Mafia, papà e bimbi impacchettavano la droga «A S. G. Galermo l’economia era Cosa nostra»

In una stanza il padre e i figli, di meno di dieci anni. Lui impacchettava la droga e i bambini assistevano alla scena, assumendo modi di fare «maturi e scafati» nonostante la tenera età. L’economia di San Giovanni Galermo, secondo la procura di Catania, si regge ampiamente sullo spaccio di droga alle dipendenze di Cosa nostra: 50mila euro a settimana che sarebbero venuti dal traffico di sostanze stupefacenti non solo all’interno del quartiere, ma anche al Villaggio Sant’Agata, ad Adrano, Santa Maria di Licodia, Giarre e perfino Pachino. A reggerne le sorti, personaggi di spicco in grado di alternarsi, e sostituirsi rapidamente, nel caso di arresti delle forze dell’ordine: così dopo Enzo il biondo ci sarebbe stato Turi ciuri, seguito da Turi il puffo e, infine, da Enzo patata. Cioè i nomi con i quali sarebbero conosciuti, nell’ambiente, Vincenzo Guzzetta, Salvatore Fiore, Salvatore Gurrieri e Vincenzo Mirenda

L’
inchiesta Doks 54 indagati, 40 in carcere e 14 agli arresti domiciliari – prende le mosse dall’operazione Cavallo di ritorno di marzo 2015. Un blitz che aveva puntato a smantellare la rete di estorsioni alla base dei furti d’auto. Nel corso delle indagini, però, sarebbe emerso che alcune delle persone che si occupavano direttamente di chiedere il riscatto delle vetture, avrebbero avuto anche ruoli di rilievo nel gruppo di Galermo della famiglia Santapaola-Ercolano. Così è partito lo stralcio che, dopo due anni di indagini, ha portato agli arresti di questa mattina. Tra intercettazioni, pedinamenti e dichiarazioni di pentiti, alcuni fatti avrebbero trovato spiegazione in conflitti legati al controllo della compravendita di droga. Dei fratelli Mirenda (arrestati tutt’e tre), due – Vincenzo e Arturo – avrebbero tentato di uccidere Vittorio Benito Fiorenza. A fermarli, il fatto che quest’ultimo il giorno dell’agguato non fosse in casa. Così, in mancanza di lui, avrebbero minacciato con le armi in pugno i suoi familiari. 

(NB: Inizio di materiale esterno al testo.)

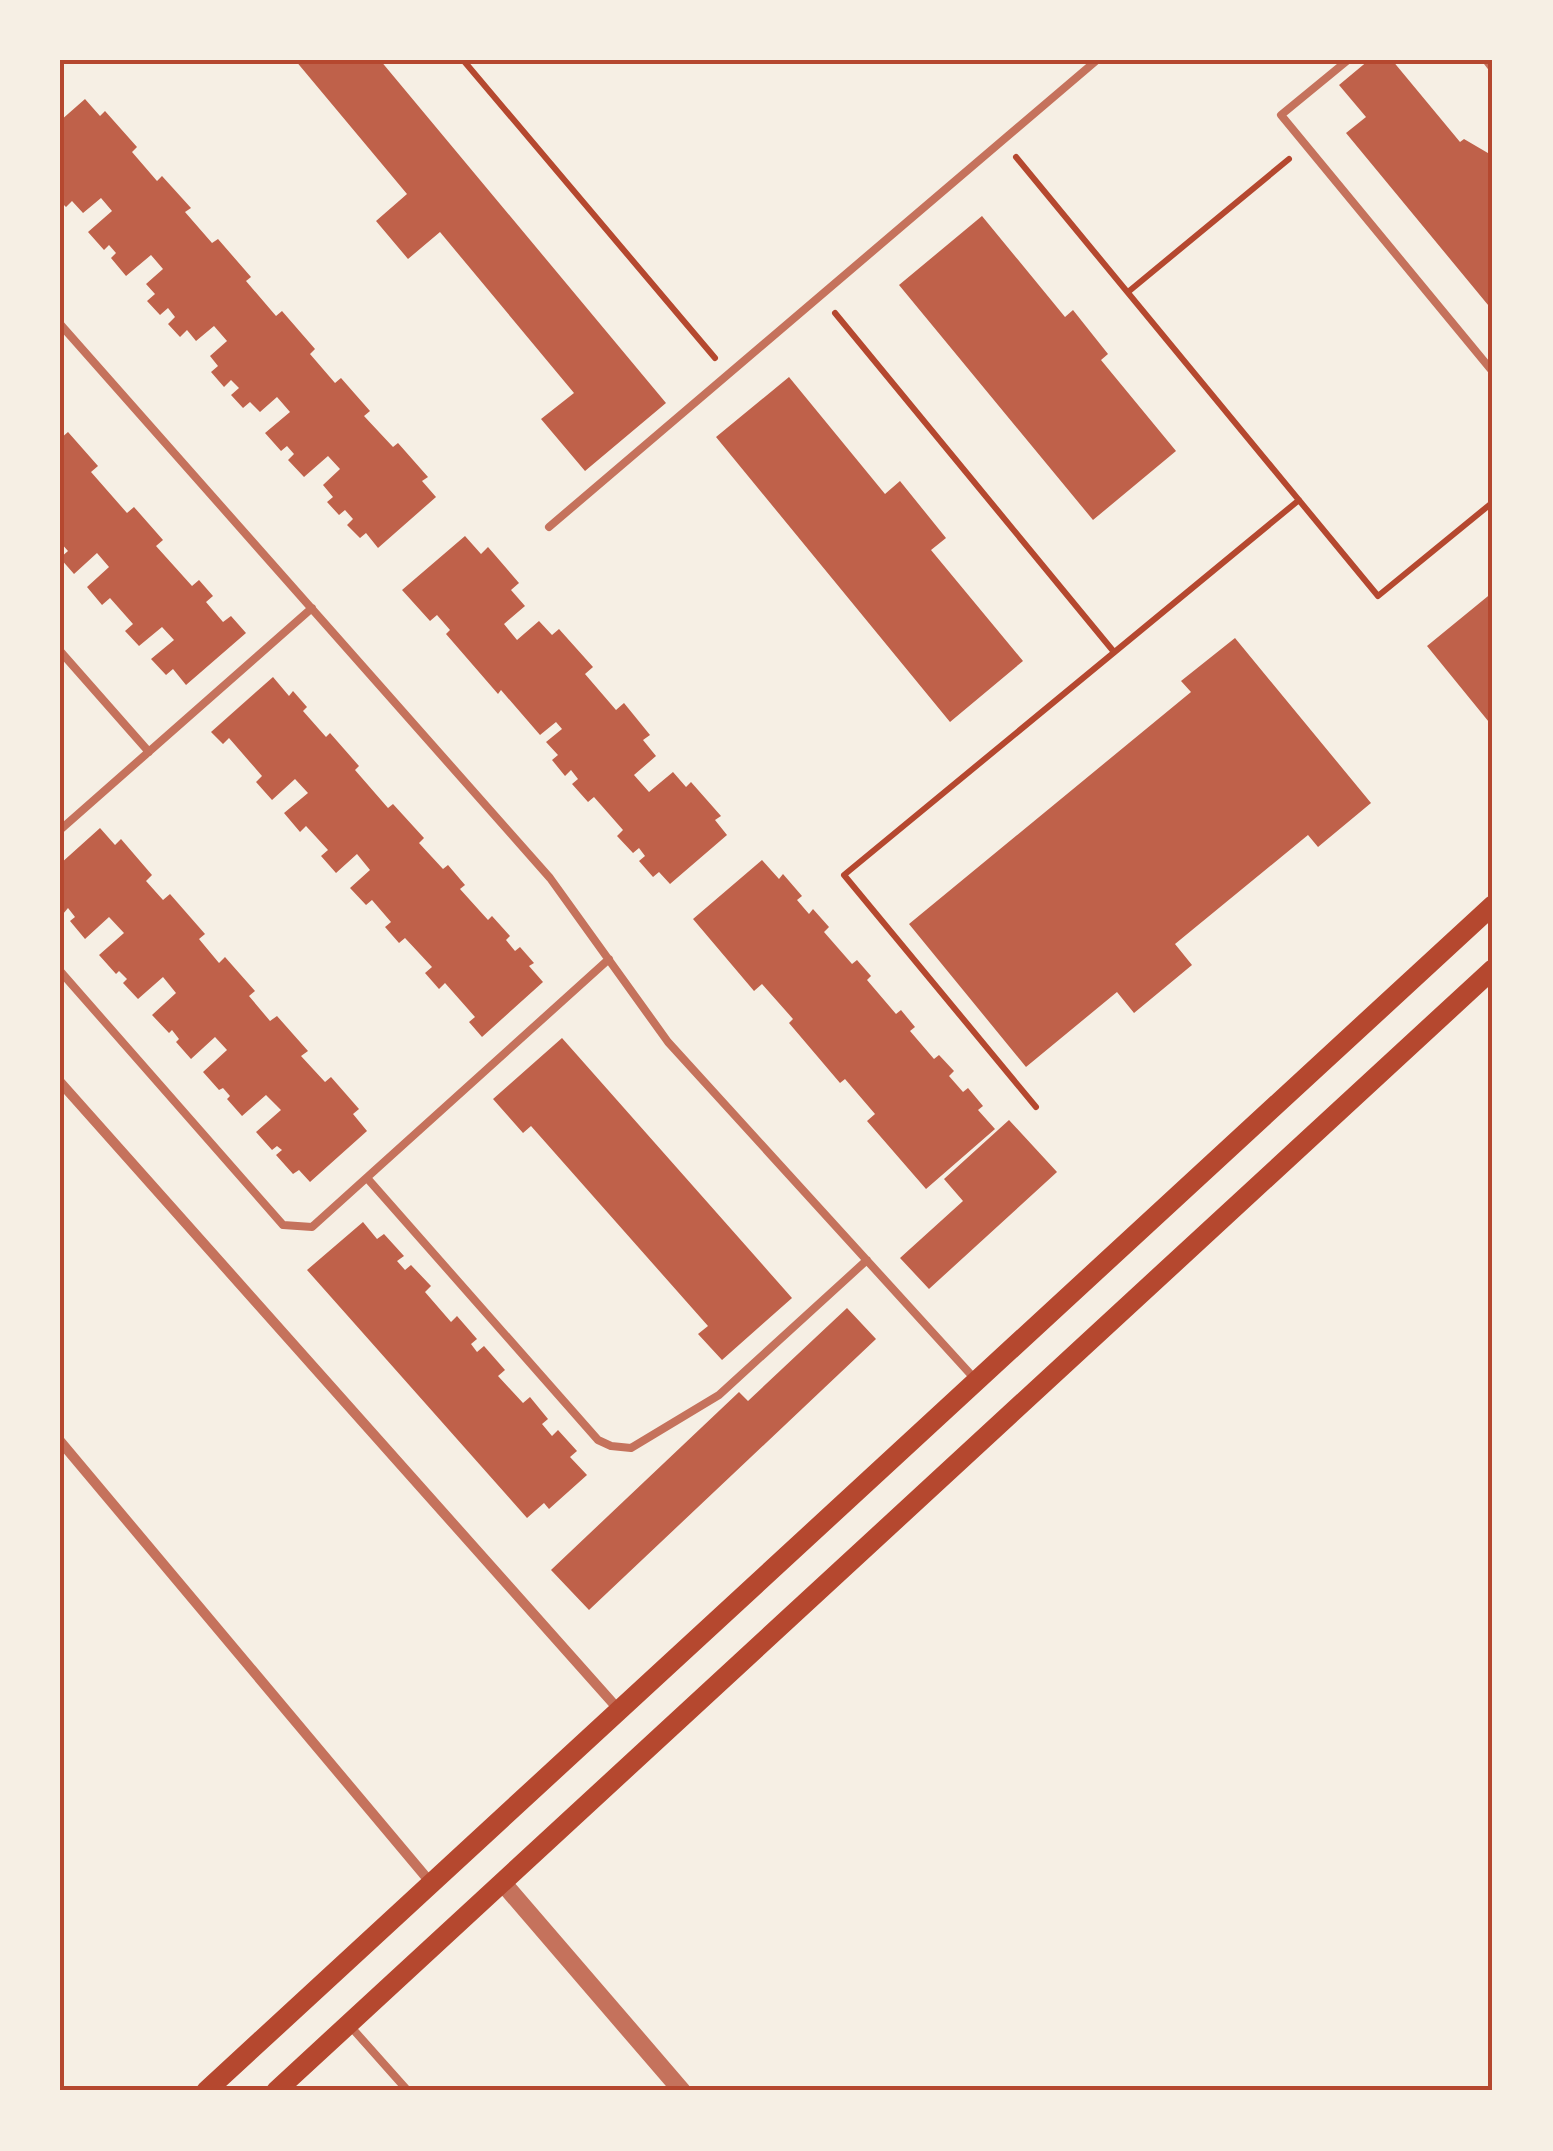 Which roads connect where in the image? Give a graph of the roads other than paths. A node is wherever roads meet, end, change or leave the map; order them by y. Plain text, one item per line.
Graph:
1 (1097, 60) edge
2 (1348, 60) edge
3 (1486, 60) edge
4 (1493, 69) edge
5 (60, 324) edge
6 (1493, 372) edge
7 (549, 527) dead end
8 (312, 608) junction
9 (60, 651) edge
10 (149, 752) junction
11 (60, 830) edge
12 (1493, 905) edge
13 (609, 960) junction
14 (1493, 970) edge
15 (60, 971) edge
16 (60, 1082) edge
17 (367, 1178) junction
18 (867, 1260) junction
19 (977, 1382) junction
20 (60, 1441) edge
21 (620, 1711) junction
22 (503, 1883) junction
23 (431, 1884) junction
24 (349, 2024) junction
25 (206, 2091) edge
26 (276, 2091) edge
27 (408, 2091) edge
28 (682, 2091) edge

1 - 7 lane
2 - 6 lane
3 - 4 lane
5 - 8 lane
8 - 10 lane
8 - 13 lane
9 - 10 lane
10 - 11 lane
12 - 19 main road
13 - 17 lane
13 - 18 lane
14 - 22 main road
15 - 17 lane
16 - 21 street
17 - 18 lane
18 - 19 lane
19 - 21 main road
20 - 23 street
21 - 23 main road
22 - 24 main road
22 - 28 street
23 - 25 main road
24 - 26 main road
24 - 27 lane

La comunione di intenti di Vincenzo e Arturo Mirenda, però, si sarebbe interrotta una volta ottenuto il comando del gruppo. E, dunque, quando si sarebbe dovuto decidere chi dei due ne sarebbe diventato il capo. Arturo, tentando di scalzare Vincenzo, si sarebbe rivolto a Salvatore Fiore (
Turi ciuri), arrestato nel 2013 nell’ambito dell’inchiesta Fiori bianchi 2 e attualmente in carcere. A portargli i messaggi sarebbe stata sua moglie, che avrebbe avuto il ruolo di postina durante i colloqui nella casa circondariale. «Il gruppo di San Giovanni Galermo ha dimostrato un grande capacità di riorganizzarsi – spiega il comandante dei carabinieri di Gravina di Catania, Martino Della Corte – Alcuni personaggi passavano rapidamente dalle dipendenze di uno o dell’altro capo, senza soluzione di continuità». Il tutto per garantire continuità alle entrate della cosca, necessarie anche a pagare gli stipendi di chi si trova dietro le sbarre e delle loro famiglie.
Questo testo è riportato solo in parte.